▶ WHAT THE TASK ASKS
All lines in the records that carry the string "Τσιγγιρίδη" are to be shown.

[[ EXCERPTED RECORDS open ]]

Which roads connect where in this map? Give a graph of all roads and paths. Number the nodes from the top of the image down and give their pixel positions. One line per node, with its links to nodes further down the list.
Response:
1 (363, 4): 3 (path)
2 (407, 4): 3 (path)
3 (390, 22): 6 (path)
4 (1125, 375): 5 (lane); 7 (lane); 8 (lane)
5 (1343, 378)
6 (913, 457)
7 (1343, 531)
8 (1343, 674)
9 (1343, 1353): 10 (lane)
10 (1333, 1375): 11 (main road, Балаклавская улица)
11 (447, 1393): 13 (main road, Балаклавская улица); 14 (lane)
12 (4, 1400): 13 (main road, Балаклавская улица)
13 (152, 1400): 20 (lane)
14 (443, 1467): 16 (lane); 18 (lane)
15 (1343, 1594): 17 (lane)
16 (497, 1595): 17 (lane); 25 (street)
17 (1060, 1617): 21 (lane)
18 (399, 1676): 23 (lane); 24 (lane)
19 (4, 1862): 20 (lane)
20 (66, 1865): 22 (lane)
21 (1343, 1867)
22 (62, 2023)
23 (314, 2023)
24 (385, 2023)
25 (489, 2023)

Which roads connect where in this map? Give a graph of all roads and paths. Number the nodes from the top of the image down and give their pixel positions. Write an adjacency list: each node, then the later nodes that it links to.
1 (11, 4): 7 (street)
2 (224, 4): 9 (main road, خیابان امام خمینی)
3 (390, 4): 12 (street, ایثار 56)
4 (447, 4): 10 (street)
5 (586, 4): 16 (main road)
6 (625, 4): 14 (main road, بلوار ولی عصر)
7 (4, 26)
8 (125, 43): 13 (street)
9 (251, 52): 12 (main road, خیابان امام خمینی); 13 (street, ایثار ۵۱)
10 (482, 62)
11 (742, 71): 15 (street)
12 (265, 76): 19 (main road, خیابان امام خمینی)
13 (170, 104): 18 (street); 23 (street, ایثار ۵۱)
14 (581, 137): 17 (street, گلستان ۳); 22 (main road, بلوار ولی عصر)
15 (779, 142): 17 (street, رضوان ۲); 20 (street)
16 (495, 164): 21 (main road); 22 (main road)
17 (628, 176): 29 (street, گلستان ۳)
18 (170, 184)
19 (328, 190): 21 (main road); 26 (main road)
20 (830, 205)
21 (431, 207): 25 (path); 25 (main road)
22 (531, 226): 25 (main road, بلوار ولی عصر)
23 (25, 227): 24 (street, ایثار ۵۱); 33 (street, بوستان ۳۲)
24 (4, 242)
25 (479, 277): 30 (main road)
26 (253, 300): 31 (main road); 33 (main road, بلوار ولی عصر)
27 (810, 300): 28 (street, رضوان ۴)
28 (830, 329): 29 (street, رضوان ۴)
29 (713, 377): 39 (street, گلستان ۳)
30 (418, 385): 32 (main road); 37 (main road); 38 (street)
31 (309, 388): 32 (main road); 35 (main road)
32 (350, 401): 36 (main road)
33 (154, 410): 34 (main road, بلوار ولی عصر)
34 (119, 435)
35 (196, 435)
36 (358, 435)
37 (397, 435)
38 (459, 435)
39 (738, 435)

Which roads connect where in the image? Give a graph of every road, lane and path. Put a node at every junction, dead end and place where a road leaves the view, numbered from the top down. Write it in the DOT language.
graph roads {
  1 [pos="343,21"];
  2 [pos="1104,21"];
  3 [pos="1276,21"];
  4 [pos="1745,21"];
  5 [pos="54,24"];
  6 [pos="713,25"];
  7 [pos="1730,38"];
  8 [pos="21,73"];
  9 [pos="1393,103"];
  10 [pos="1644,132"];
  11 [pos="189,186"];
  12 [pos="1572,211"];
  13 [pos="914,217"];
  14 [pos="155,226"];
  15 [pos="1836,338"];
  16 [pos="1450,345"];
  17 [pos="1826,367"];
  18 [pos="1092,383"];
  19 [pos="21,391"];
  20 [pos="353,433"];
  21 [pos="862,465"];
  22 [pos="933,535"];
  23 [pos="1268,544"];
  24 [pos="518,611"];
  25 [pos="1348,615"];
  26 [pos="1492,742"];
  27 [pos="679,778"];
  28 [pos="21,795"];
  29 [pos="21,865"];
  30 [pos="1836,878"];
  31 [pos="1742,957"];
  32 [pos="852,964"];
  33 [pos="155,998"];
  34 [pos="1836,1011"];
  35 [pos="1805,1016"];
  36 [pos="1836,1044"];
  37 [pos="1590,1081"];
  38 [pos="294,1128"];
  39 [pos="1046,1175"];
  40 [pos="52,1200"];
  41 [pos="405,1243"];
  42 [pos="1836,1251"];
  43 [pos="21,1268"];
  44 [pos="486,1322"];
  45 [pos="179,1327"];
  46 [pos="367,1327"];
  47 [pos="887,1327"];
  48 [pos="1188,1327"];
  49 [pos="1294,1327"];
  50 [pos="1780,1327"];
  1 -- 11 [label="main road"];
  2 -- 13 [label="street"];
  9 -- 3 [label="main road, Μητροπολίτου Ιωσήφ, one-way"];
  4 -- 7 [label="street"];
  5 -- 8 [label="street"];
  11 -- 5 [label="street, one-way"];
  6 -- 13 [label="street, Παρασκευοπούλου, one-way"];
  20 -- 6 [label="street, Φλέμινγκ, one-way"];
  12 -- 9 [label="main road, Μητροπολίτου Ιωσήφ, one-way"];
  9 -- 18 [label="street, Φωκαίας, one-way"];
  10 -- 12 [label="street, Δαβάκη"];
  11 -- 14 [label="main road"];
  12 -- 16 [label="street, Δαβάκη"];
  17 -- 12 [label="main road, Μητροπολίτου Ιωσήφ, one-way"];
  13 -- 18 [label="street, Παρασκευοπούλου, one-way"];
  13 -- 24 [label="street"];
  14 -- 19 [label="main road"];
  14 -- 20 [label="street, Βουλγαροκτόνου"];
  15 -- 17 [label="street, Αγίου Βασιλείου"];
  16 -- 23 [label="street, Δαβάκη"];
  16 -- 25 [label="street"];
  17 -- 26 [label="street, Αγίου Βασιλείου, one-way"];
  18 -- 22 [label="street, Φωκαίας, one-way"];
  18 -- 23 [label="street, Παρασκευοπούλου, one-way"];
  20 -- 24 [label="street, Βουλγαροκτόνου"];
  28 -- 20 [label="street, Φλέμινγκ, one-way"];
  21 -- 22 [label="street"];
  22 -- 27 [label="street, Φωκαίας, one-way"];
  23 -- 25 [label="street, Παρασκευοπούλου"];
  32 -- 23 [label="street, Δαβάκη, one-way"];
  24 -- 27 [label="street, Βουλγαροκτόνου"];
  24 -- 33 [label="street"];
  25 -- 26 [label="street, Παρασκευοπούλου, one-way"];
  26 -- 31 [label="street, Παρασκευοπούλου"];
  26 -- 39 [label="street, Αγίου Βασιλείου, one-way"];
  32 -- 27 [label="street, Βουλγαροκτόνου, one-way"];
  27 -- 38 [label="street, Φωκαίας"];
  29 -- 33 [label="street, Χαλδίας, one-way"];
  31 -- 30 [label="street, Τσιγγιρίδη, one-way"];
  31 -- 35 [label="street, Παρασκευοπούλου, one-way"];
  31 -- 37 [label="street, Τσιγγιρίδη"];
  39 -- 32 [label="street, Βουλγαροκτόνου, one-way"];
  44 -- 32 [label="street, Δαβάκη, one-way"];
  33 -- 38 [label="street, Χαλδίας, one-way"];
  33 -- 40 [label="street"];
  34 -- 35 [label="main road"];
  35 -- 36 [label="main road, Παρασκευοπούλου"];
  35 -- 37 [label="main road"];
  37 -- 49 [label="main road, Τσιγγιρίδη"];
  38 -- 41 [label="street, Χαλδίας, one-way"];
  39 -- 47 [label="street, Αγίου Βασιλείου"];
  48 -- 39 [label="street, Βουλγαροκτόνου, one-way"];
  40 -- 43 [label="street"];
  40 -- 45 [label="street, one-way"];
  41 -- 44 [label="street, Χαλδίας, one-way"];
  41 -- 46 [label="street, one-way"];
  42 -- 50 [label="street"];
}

[[ EXCERPTED RECORDS closed ]]

▶ EXERCISE RESPONSE
  31 -- 30 [label="street, Τσιγγιρίδη, one-way"];
  31 -- 37 [label="street, Τσιγγιρίδη"];
  37 -- 49 [label="main road, Τσιγγιρίδη"];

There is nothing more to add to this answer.